It’s very possible to come across as intimidating without realizing it. Why? Because we don’t see how we present ourselves.
Other people are assessing all of the non-spoken and visual cues that we exhibit – from our body language and our facial expression to how we carry ourselves and whether we look other people in the eye, etc.
“It all depends on someone else’s perception,” explains Justin Baksh, LMHC, MCAP, and Chief Clinical Officer for Foundations Wellness Center. “For example, some people who don’t own a pit bull may spot a big, muscular one and immediately view it as an aggressive, violent animal, just based on how it looks.”
Obviously, if someone feels you are intimidating, they are naturally less likely to tell you or bring it to your attention.
“The truth is, though, that most people (no matter how they present themselves) are marshmallows at their core,” Baksh says. “How many big, burly bikers do you know that are basically just sweethearts?”
Baksh feels that the majority of us are compassionate individuals, even though we may have been conditioned to respond a different way. “Therefore, whether you come across as intimidating or not is due more to environmental factors than to genetic ones,” he shares.
In sports, for example, when you dominate another individual, there are positive gains. Star athletes are rewarded for being the biggest, most intimidating guy on the team, and so intimidating behaviors get reinforced. It could also be that people develop intimidating behaviors as defensive mechanisms, such as to avoid being bullied. An intimidating demeanor thereby keeps those individuals “safe.”
Intimidation is not just physical, though.
It has a mental, emotional, and perception-based aspect.
You could have a “director” style personality that is very authoritarian versus warm and engaging, for instance. Extremely confident individuals can come across as intimidating, as well as someone who is very intelligent, well-spoken and/or experienced – someone around whom people feel they can’t “BS;” instead, they have to be on their game, all the time.

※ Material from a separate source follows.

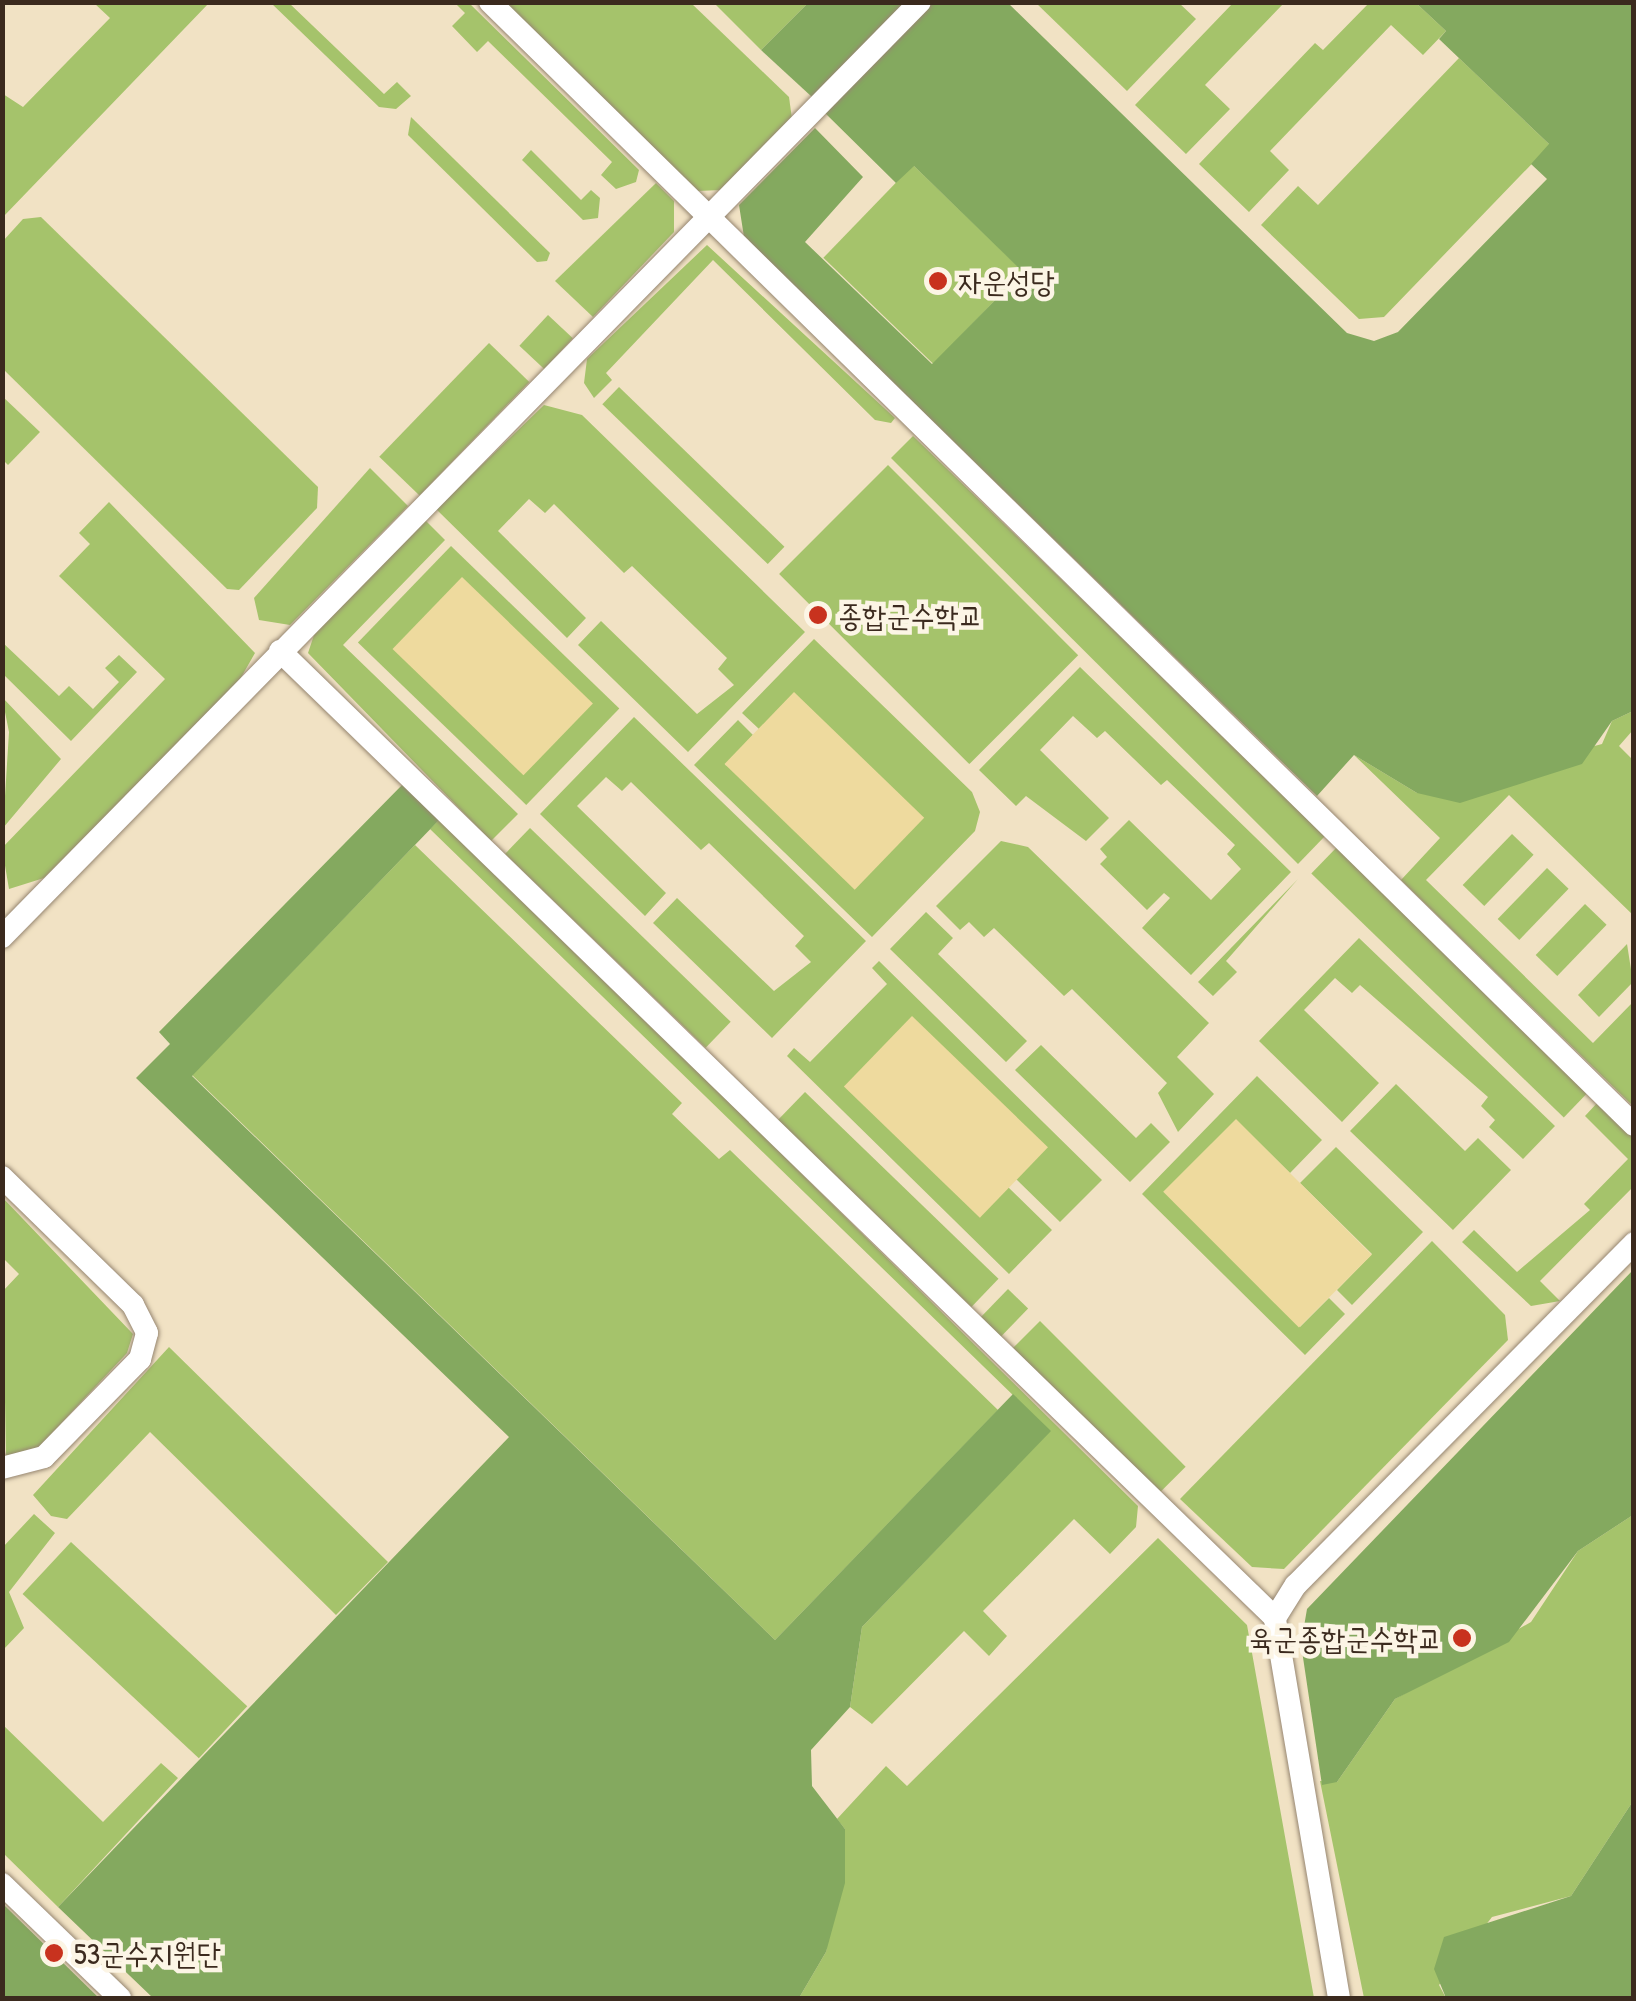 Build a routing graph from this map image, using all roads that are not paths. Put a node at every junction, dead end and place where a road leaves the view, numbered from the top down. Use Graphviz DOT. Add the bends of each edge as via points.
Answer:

Another example is someone who is extremely attractive. Let’s say it’s a woman. Men will be fearful of approaching or asking out this person because they might get rejected…it’s too intimidating. Also, other women may not want to befriend her because she is “competition.” “It’s a common stereotype,” said Baksh, “but there is truth to the saying that ‘the most attractive person is also the loneliest.’”
Perhaps it is a display of wealth that intimidates others. If you are in your Honda and someone pulls next to you in a Bentley, it can be intimidating. You may feel that this person will automatically look down on you or feel as if they are above you in some way.
One last example Baksh cites is that of “transference.” If someone looks like someone from your past who made you feel intimidated or scared, then you will be intimidated. Your co-workers or friends may not feel the same way, as they haven’t had the same past experiences that you have.
Intimidation is an individual experience, and very much in the eye of the beholder. What is intimidating to one person may not be to another.
From a confident man or woman in a high position to a compassionate, husky biker, it could be anything in your presentation or what you do and say that causes others to feel intimidated.
So how do you know if you are coming across as intimidating?
Look to see whether people are engaging you in conversation – if they aren’t, you may be intimidating to them. Also, are people happy and welcoming when they see you, or do they seem to avoid you or walk away? That also provides a clue as to whether you are coming across as intimidating. If you are, it may be time to find someone you trust and ask them what it is that other people may interpret as intimidating. Awareness is always the first step in remedying a situation or issue.